Sepanjang perjalanan ke Banyuwangi raut wajah suamiku berubah-ubah. Suatu kali dia terlihat baik-baik saja, tetapi sesaat kemudian berubah sendu. Aku merasa tak enak hati, dan terus berusaha mengiburnya. Aku bahkan mengajaknya bercinta, meski saat itu menginap di rumah bibiku yang sebenarnya tak nyaman untuk melakukannya.
Saat tiba di rumah mahil, aku langsung duduk di kursi tamu. Sesaat kemudian aku melihat Zaenal keluar dari dalam rumah rumah. Dia menghampiriku, dan tanpa bicara menyalamiku. Sejenak kemudian menyalami suamiku yang duduk di deretan kursi di belakangku lalu duduk di sampingnya. 

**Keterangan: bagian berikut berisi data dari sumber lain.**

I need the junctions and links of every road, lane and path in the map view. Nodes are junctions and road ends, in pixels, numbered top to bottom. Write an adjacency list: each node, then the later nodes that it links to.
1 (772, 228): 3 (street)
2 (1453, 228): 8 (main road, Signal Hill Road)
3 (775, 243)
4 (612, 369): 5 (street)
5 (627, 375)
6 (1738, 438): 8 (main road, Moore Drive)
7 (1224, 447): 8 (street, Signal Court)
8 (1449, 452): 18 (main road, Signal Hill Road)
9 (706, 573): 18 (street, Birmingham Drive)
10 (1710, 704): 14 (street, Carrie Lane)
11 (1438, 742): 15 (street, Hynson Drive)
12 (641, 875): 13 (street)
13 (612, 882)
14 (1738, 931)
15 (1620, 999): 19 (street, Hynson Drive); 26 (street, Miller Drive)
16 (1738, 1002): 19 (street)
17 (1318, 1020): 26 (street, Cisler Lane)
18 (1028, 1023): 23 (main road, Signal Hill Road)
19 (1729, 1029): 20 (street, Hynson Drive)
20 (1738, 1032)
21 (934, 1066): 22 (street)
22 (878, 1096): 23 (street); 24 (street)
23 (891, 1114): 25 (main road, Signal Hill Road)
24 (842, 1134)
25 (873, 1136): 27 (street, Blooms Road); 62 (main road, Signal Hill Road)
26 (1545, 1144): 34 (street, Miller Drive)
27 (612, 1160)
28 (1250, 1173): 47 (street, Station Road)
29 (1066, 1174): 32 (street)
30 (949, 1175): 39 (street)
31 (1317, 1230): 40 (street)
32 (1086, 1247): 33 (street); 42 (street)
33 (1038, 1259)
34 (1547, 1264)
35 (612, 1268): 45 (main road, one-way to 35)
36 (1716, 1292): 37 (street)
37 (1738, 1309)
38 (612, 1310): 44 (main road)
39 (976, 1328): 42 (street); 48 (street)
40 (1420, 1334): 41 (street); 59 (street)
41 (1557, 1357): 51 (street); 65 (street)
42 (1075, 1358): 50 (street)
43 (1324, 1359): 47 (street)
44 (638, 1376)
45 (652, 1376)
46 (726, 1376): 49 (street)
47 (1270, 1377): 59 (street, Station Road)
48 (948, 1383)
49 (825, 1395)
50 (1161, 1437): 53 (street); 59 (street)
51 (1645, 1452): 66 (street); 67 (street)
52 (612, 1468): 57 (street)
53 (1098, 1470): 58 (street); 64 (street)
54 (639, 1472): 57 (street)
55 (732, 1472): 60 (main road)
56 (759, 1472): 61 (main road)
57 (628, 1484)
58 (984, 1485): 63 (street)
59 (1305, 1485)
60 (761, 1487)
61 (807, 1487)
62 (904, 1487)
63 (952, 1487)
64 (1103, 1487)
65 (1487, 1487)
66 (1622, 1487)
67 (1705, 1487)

Ini pertemuanku yang pertama dengannya sejak kami sepakat berpisah. Pertemuan ini terasa berbeda dari sebelumnya. Seperti kesepakatanku dengan lelaki itu, sebenarnya aku ingin bersikap biasa saja seperti sebelumnya, tak ada yang perlu berubah, tetapi aku tak bisa pungkiri bahwa perasaanku saat bertemu dengannya tak lagi senyaman sebelumnya.
Aku sama sekali tidak menengok mereka. Aku merasa tak enak hati, tetapi semakin tenang saat lamat-lamat kudengar mereka saling bicara. Aku langsung bergegas pulang sesaat setelah acara usai. Aku tahu suamiku tak nyaman dengan suasana resepsi pernikahan siang itu.
Selama perjalanan pulang, aku melihat wajah suamiku terus terlihat sendu. Aku tahu dia tak nyaman berada di tempat itu, tetapi aku merasa harus berada di sana, terlepas suamiku suka atau tidak suka. Aku hanya berharap dia mengerti.
Aku mengajaknya mampir ke rumah saudaraku yang lain di kota itu. Aku mencoba berbicara padanya selama menginap di sana. Aku bingung, karena dia lebih banyak diam, sambil sesekali air mata menetes dari pelupuk matanya. Dia hanya bilang, "Aku mengerti. Aku hanya bersedih harus menghadapi semua ini. Aku berharap kamu mengerti" 
Aku sangat sedih dengan pengakuannya, tetapi aku tak bisa berbuat apa-apa. Bagaimanapun aku memang pernah bersama seseorang sebelumnya, dan kenyataan itu tak bisa diubah. Kebetulan aku harus bertemu dengan orang itu lagi, meski membuat suamiku tak nyaman karenanya. Aku tak bisa mengubahnya, dan hanya bisa berusaha menghibur suamiku dengan segala cara yang aku bisa.